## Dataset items
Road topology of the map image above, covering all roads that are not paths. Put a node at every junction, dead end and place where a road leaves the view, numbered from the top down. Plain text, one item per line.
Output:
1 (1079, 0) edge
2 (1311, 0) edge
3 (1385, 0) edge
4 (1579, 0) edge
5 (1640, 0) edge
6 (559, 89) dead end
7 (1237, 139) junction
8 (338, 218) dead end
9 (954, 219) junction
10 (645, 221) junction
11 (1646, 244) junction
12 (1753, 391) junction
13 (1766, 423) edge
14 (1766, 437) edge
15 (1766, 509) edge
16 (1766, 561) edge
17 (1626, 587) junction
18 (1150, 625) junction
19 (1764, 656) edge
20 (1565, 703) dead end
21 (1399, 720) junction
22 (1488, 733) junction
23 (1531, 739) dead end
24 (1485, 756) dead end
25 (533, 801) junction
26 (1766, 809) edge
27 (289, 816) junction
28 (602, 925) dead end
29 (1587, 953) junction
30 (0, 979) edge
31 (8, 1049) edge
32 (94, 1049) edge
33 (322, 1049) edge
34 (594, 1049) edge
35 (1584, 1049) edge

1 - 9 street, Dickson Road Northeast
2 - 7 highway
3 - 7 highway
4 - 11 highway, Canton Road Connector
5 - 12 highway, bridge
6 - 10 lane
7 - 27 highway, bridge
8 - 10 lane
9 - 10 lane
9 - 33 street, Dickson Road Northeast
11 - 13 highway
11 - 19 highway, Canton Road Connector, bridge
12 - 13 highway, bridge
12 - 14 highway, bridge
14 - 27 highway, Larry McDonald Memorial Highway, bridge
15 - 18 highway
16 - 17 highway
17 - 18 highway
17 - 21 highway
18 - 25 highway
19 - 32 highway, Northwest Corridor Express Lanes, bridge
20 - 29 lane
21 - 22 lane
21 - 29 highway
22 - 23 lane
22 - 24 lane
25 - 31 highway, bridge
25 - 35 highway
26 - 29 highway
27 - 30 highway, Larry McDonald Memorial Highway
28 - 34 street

--

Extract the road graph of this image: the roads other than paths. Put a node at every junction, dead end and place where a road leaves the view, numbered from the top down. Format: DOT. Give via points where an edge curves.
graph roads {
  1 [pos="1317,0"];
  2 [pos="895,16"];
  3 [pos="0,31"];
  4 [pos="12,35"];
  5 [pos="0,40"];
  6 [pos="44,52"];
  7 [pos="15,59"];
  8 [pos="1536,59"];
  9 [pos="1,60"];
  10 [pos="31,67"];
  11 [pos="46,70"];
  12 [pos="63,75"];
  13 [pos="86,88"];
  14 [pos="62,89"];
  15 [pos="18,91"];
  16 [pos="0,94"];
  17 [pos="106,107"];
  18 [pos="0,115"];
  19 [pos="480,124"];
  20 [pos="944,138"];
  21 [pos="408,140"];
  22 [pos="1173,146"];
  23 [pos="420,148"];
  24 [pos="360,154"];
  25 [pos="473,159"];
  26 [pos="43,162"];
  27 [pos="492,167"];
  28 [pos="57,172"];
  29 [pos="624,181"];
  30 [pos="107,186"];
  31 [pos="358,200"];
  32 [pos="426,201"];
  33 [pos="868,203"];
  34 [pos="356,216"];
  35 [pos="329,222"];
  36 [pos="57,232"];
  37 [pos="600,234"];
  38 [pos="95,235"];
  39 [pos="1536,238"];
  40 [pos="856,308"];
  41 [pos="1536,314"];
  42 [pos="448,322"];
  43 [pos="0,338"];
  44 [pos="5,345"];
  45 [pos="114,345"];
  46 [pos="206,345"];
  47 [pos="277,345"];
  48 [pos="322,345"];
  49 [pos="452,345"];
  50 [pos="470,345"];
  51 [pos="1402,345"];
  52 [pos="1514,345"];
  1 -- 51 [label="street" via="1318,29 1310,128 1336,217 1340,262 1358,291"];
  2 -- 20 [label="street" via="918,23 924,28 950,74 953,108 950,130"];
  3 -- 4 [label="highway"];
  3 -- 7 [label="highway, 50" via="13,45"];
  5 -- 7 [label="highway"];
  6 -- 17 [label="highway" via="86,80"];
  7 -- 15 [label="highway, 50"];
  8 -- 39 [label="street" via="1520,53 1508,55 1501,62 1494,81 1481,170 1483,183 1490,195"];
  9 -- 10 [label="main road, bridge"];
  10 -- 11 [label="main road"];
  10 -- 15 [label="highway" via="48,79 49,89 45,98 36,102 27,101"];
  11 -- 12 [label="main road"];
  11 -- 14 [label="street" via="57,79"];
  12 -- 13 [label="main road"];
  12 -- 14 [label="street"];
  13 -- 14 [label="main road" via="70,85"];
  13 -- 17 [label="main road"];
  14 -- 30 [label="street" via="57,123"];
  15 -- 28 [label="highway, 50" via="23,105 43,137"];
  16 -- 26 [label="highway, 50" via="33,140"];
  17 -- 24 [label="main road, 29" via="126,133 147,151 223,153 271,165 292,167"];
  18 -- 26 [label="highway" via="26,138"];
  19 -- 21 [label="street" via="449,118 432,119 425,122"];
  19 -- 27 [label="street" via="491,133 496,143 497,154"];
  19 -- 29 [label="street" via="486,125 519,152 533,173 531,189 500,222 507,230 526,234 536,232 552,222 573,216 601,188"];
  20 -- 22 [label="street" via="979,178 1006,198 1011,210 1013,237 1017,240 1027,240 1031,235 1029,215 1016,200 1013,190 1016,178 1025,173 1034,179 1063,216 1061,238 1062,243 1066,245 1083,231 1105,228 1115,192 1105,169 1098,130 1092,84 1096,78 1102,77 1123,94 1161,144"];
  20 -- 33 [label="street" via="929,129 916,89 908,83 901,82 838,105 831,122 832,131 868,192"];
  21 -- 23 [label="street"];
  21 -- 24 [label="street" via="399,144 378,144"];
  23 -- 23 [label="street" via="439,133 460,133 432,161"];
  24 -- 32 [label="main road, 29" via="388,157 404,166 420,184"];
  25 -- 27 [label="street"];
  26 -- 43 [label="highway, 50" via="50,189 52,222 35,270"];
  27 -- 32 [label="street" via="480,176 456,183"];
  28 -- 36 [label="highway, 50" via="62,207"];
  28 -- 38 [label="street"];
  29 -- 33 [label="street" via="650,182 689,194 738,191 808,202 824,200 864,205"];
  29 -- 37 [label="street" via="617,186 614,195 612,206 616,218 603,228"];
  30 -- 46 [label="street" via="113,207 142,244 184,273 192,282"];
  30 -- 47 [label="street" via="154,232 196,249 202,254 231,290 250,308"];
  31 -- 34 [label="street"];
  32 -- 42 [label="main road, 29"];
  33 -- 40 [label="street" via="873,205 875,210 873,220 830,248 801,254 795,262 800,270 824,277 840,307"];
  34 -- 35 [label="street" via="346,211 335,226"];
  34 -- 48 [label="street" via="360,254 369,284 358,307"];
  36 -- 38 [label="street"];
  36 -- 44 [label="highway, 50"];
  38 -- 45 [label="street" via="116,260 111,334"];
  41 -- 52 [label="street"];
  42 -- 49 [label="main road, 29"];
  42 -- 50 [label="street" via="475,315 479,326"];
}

==

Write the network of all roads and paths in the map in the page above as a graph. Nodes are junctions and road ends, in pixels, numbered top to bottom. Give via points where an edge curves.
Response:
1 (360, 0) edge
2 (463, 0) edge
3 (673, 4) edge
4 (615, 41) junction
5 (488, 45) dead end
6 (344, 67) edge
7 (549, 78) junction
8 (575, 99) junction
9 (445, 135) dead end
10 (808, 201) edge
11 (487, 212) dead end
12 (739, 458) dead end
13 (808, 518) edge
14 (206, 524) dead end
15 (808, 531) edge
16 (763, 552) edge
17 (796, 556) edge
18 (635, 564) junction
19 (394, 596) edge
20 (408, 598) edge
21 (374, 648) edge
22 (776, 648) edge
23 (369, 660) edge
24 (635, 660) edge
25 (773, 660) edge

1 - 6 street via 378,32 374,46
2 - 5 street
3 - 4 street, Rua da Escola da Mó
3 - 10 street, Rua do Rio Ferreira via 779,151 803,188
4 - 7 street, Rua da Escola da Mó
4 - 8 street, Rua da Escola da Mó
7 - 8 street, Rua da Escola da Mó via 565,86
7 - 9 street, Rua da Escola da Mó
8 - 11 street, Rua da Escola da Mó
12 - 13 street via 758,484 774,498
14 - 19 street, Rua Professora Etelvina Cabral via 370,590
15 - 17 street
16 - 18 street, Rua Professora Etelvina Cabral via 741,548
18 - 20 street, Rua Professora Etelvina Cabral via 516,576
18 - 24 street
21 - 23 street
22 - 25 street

## Description of the task
Look for the string "Memorial" in the data above and return every line that has it.

## Response
14 - 27 highway, Larry McDonald Memorial Highway, bridge
27 - 30 highway, Larry McDonald Memorial Highway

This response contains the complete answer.